【講師向け】数式で挫折させない!「Adagrad」を直感的に教える『ぬかるみセンサー』の例え話

こんにちは。ゆうせいです。

ディープラーニングの研修をしていて、受講生の皆さんが一番苦戦する場所はどこでしょうか?

「誤差逆伝播法」もなかなかの強敵ですが、実は地味に厄介なのが「最適化アルゴリズム(Optimizer)」の種類ではないでしょうか。

SGD、Momentum、Adagrad、Adam……。

「先生、アルファベットばかりで何が違うのか分かりません!」

「数式の h って何ですか? 高さですか?」

そんな悲鳴が聞こえてきそうです。

今日は、その中でも特に重要な転換点となる「Adagrad(アダグラッド)」について解説します。

これを理解すると、現代の最強アルゴリズムである「Adam」への理解もスムーズになります。

今回は、難解な数式を「賢いハイキングシューズ」に例えて、直感的に理解してもらう教え方をご紹介します。


SGDの弱点とAdagradの画期的な点

まず、Adagradが登場する前の世界(SGD)を思い出してもらいましょう。

SGD(確率的勾配降下法)は、谷底を目指して山を降りるハイカーです。

しかし、彼は「常に歩幅が一定」という弱点を持っています。

  • 急な坂道でも、平坦な道でも、同じ歩幅で進む。
  • だから、急な坂では転げ落ちそうになり、平坦な道ではなかなか進まない。

そこで登場したのが Adagrad です。

正式名称は Adaptive Gradient Algorithm。「適応的勾配アルゴリズム」です。

生徒さんにはこう伝えてください。

「Adagrad は、足元を見て歩幅を自動調整してくれる、センサー付きの靴を履いたハイカーです」

重要な変数「 h 」は「足の疲れ」

Adagrad の数式には、必ず h という変数が登場します。

教科書的な説明では「勾配の二乗和」ですが、これでは誰もイメージできません。

ここは「足の疲れ(または、歩いた距離の記憶)」と説明しましょう。

このアルゴリズムは、以下のルールで動きます。

  1. よく動いたパラメータ(たくさん更新された道)は、 h (疲れ)が溜まる。
  2. h が溜まると、ブレーキがかかり、歩幅(学習率)が小さくなる。
  3. 逆に、今まであまり動いていないパラメータは、 h が小さいので、大きく踏み出す。

つまり、「今までたくさん勉強した部分は復習程度に、まだ勉強していない部分はガッツリやる」という、非常に効率的な学習スタイルなんです。

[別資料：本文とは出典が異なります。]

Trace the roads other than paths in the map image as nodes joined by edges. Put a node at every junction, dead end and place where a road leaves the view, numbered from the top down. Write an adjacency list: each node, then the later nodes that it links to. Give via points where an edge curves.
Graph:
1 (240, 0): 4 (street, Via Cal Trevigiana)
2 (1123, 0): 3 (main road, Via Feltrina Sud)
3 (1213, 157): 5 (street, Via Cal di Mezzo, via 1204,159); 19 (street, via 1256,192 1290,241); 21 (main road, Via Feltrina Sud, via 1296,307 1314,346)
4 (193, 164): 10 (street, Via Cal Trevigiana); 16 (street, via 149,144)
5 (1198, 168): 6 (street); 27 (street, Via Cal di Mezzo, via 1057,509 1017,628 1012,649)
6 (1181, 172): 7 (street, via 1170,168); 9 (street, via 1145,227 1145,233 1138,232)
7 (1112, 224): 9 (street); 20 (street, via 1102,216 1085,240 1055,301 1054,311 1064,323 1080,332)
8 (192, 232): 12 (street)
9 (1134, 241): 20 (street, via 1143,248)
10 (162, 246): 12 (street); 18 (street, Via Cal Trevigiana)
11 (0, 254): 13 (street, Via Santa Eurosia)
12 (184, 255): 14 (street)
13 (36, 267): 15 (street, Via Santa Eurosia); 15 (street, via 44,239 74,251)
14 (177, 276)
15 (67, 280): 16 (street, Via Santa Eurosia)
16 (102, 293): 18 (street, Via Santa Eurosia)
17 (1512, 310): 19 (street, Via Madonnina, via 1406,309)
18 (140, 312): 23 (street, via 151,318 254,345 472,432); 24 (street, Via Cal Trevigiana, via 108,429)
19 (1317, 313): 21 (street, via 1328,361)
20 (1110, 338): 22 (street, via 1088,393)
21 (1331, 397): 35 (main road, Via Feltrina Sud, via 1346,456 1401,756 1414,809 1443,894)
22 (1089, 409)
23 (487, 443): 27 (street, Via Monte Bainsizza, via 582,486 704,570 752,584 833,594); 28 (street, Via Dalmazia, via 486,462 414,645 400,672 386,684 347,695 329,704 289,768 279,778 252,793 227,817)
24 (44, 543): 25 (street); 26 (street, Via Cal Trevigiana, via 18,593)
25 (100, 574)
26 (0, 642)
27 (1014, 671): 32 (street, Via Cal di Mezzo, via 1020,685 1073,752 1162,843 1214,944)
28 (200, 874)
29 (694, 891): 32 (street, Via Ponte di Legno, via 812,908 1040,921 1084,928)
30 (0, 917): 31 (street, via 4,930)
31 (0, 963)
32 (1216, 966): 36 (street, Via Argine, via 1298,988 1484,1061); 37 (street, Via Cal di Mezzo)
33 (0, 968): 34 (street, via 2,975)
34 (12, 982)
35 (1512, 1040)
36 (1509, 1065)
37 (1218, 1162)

これを専門用語で「学習率減衰」と言いますが、「疲れに合わせてペース配分する」と言えば、高校生でも頷いてくれます。

数式の「ルート」と「割り算」の意味

では、先ほどの画像にあった数式(正解の選択肢)をもう一度見てみましょう。

$$W \leftarrow W - \eta \frac{1}{\sqrt{h}} \frac{\partial L}{\partial W}$$

この式を、日本語に翻訳します。

  • W : 現在の場所
  • \eta (イータ): 基本のやる気(学習率)
  • \frac{\partial L}{\partial W} : 坂道の傾き(勾配)
  • \frac{1}{\sqrt{h}} ここが Adagrad の本体!

分母に h があることに注目させてください。

分母が大きくなる(疲れ h が溜まる)と、全体の値(更新量)は小さくなりますよね?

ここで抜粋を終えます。